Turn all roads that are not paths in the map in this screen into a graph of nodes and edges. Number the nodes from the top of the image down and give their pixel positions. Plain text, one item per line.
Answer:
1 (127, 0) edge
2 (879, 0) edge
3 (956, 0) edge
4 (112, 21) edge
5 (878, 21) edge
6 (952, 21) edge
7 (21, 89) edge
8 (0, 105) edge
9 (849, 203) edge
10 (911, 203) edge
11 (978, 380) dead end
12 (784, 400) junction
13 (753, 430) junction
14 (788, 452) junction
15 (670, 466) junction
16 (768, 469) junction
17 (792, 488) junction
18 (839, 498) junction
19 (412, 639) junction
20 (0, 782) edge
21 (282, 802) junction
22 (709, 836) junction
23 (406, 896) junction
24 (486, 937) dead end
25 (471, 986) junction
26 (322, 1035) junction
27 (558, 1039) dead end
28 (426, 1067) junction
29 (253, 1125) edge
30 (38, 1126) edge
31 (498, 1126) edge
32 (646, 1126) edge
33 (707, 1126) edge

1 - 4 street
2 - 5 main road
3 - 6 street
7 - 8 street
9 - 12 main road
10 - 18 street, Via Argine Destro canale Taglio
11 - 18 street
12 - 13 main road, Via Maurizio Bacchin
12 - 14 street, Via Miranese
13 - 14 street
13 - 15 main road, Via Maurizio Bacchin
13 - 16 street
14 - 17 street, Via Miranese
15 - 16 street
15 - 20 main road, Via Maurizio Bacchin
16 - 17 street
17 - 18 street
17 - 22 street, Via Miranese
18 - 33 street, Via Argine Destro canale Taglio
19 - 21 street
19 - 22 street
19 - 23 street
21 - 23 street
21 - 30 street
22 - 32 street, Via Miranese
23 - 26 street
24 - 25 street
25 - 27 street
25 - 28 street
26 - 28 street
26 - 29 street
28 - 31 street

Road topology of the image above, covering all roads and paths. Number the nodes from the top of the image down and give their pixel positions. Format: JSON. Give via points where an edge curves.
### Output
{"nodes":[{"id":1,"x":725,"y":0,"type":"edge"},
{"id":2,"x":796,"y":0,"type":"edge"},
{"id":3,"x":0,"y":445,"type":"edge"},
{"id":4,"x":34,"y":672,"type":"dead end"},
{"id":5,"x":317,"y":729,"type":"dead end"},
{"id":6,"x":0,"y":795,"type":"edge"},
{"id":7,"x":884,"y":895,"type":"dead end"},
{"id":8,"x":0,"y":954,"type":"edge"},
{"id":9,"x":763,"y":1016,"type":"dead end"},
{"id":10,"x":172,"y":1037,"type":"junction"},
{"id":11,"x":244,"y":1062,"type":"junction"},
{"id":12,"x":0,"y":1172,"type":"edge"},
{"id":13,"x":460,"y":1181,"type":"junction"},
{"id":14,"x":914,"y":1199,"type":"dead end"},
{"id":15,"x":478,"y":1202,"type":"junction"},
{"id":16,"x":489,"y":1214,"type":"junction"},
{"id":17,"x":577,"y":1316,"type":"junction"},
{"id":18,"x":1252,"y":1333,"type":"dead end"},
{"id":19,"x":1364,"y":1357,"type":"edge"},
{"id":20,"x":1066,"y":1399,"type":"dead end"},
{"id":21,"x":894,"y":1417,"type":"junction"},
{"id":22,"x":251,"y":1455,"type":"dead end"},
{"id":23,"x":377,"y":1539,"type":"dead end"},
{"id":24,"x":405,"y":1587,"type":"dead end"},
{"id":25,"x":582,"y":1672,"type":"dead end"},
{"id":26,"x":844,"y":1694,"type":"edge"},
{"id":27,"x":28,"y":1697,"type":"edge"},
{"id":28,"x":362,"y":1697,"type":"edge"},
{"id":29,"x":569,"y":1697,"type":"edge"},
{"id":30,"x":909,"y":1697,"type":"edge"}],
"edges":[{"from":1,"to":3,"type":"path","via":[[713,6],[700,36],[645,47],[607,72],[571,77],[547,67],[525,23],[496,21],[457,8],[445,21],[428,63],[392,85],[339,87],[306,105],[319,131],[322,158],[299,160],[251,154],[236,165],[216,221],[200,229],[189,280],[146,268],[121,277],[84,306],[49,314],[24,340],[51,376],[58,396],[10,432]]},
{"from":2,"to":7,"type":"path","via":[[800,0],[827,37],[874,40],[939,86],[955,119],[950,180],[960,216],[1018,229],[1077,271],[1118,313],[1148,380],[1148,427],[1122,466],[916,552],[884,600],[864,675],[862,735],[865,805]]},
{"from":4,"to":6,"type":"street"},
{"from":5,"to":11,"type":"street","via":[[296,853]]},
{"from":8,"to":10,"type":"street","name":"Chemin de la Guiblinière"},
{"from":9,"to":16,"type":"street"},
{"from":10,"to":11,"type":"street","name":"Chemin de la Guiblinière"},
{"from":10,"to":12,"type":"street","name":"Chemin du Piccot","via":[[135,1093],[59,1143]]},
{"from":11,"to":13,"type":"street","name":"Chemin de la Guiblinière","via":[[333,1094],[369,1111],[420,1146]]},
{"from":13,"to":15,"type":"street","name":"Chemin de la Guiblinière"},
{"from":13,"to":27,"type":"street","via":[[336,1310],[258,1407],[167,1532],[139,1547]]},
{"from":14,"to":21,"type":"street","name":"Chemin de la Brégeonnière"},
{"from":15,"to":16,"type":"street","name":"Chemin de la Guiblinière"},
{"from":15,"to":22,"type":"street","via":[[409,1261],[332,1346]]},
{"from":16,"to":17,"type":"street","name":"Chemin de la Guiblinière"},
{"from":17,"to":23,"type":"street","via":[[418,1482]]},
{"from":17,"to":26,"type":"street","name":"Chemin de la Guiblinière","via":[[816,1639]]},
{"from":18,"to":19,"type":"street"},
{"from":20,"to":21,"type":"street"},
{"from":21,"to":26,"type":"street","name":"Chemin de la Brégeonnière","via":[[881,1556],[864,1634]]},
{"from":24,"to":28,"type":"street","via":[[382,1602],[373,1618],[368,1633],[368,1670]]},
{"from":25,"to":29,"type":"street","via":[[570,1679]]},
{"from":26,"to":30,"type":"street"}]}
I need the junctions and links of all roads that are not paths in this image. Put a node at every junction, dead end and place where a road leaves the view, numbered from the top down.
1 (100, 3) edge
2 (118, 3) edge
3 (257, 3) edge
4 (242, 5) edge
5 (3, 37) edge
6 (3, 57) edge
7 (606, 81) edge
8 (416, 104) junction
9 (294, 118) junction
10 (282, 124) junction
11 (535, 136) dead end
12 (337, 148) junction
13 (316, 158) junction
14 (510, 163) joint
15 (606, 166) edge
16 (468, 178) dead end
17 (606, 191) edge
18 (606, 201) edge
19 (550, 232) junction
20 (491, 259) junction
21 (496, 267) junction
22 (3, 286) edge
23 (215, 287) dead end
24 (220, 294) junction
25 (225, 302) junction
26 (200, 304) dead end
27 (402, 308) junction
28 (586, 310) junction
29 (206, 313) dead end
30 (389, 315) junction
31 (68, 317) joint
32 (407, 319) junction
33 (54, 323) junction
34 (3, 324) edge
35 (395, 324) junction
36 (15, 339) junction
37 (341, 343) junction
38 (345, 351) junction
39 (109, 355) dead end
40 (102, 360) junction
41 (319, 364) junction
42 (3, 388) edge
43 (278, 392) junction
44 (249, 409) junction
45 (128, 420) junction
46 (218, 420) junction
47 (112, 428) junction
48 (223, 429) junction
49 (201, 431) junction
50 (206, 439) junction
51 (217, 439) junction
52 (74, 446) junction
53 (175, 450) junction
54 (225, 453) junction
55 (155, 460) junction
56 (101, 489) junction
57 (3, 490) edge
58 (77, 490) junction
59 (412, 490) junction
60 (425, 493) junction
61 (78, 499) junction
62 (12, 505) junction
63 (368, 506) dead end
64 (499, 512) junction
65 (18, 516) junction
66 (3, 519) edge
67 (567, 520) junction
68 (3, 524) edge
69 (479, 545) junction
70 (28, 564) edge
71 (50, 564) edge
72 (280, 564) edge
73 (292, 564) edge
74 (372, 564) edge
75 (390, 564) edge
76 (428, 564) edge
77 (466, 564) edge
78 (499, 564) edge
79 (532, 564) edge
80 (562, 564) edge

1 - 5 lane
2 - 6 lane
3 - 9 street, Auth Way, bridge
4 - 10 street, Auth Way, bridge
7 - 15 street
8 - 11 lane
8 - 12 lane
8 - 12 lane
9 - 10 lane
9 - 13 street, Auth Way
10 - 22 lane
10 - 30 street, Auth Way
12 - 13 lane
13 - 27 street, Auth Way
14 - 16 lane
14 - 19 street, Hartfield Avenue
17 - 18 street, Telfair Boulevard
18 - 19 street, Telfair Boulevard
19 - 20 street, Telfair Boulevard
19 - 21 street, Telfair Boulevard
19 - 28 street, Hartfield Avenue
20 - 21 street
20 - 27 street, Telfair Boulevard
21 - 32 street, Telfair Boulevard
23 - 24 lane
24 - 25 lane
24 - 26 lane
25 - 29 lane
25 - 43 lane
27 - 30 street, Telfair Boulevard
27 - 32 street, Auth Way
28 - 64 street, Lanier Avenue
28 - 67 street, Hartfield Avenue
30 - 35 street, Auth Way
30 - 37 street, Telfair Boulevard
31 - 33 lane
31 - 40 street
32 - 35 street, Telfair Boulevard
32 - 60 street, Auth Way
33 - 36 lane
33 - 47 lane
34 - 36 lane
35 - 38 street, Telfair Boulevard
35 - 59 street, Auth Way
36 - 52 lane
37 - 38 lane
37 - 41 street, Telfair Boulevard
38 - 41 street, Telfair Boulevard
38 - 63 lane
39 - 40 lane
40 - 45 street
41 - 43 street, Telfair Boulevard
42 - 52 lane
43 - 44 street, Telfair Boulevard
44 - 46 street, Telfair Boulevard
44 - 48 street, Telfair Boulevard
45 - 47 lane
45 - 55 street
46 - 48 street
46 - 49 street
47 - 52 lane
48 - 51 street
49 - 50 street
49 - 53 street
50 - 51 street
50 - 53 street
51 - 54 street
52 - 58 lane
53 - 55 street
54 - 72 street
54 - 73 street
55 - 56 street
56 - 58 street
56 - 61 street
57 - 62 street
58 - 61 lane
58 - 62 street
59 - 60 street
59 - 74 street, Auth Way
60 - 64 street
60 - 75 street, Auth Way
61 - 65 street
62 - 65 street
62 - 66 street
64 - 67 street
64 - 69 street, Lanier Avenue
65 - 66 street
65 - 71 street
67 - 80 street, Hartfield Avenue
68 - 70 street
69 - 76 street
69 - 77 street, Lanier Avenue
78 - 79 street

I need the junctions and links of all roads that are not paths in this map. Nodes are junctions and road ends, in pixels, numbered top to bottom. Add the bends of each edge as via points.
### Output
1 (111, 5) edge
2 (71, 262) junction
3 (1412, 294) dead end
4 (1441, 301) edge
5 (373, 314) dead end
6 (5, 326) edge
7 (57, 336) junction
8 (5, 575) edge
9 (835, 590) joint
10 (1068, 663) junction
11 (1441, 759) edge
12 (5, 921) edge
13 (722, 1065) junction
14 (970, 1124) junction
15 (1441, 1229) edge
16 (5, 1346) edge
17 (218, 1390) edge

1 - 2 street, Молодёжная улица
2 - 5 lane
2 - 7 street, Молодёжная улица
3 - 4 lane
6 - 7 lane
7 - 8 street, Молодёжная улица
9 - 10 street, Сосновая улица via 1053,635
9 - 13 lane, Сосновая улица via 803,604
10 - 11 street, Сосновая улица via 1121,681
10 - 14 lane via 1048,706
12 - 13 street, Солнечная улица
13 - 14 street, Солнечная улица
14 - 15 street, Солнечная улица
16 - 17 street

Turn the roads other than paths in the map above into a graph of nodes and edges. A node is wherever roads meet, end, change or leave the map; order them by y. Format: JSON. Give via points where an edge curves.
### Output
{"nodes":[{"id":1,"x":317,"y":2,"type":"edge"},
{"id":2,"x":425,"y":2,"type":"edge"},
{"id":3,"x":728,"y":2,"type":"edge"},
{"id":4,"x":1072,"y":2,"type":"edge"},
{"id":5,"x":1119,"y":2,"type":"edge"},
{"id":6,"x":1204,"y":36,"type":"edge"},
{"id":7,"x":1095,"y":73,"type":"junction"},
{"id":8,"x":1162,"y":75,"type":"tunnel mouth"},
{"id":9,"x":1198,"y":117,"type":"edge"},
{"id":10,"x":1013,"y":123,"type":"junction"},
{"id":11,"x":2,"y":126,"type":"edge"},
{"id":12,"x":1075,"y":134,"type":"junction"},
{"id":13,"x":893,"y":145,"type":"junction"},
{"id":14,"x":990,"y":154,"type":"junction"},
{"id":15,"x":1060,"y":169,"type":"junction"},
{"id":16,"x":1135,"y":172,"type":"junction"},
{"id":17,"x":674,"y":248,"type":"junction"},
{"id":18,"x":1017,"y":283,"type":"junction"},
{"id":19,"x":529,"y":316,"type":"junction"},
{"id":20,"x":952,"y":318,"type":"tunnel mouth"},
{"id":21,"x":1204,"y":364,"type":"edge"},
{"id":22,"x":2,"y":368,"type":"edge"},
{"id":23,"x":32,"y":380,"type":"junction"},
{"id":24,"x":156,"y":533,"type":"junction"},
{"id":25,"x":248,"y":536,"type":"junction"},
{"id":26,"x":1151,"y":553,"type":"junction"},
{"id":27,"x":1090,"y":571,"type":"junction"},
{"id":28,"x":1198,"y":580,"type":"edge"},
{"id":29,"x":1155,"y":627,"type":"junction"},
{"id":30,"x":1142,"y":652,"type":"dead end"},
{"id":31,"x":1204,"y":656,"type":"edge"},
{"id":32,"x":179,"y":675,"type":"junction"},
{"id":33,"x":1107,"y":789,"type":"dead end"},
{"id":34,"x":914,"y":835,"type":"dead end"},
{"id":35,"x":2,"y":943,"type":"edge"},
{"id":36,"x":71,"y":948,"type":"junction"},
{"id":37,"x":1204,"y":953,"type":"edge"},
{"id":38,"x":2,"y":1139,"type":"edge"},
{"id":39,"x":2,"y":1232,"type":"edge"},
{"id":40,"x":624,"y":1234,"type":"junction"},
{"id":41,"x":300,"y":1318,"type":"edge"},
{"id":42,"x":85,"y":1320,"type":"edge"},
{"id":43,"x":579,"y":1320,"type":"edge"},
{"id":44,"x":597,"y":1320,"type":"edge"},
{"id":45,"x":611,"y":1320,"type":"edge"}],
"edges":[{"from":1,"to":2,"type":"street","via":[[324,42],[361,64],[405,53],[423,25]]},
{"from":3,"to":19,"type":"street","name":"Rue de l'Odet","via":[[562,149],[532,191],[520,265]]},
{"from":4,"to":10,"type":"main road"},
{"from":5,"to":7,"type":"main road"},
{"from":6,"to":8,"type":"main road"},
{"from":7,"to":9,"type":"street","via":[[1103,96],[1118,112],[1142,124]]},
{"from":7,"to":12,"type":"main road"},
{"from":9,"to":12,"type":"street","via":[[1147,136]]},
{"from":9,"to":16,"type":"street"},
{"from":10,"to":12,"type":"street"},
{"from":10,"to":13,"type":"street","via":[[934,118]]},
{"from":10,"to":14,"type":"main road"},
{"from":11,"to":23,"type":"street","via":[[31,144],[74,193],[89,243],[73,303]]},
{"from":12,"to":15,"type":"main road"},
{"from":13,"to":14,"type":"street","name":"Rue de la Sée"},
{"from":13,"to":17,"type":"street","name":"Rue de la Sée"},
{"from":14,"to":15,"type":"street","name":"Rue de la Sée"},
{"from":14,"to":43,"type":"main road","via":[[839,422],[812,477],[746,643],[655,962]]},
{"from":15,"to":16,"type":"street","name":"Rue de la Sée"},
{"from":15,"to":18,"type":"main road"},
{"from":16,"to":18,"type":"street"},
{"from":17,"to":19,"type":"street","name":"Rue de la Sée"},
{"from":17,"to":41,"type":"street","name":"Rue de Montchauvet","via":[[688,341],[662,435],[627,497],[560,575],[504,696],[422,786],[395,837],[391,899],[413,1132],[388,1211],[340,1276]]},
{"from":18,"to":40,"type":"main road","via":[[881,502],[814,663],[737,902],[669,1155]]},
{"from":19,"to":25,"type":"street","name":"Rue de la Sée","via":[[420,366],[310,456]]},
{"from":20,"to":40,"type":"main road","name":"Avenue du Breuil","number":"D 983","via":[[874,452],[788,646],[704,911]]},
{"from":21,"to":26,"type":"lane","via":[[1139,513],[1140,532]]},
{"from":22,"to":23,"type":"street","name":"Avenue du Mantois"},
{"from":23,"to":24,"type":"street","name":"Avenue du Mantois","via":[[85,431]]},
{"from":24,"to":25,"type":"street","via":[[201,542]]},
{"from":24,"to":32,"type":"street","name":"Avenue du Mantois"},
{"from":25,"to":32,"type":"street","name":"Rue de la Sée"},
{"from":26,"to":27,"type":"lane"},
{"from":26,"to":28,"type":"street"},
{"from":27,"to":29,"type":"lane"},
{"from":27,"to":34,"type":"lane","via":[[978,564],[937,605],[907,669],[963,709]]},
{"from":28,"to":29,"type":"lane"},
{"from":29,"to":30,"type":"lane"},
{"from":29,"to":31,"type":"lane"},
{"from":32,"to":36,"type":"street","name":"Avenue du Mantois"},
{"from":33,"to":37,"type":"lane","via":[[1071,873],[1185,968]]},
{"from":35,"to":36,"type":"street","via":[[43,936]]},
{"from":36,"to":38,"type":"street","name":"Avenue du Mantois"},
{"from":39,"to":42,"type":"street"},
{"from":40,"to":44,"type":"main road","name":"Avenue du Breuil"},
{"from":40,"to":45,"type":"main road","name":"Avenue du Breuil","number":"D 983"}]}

● WHAT YOU HAVE TO DO: Considering the records above, state how many lines contain the word "Солнечная", with nothing else in your reply.

● TASK SOLUTION: 3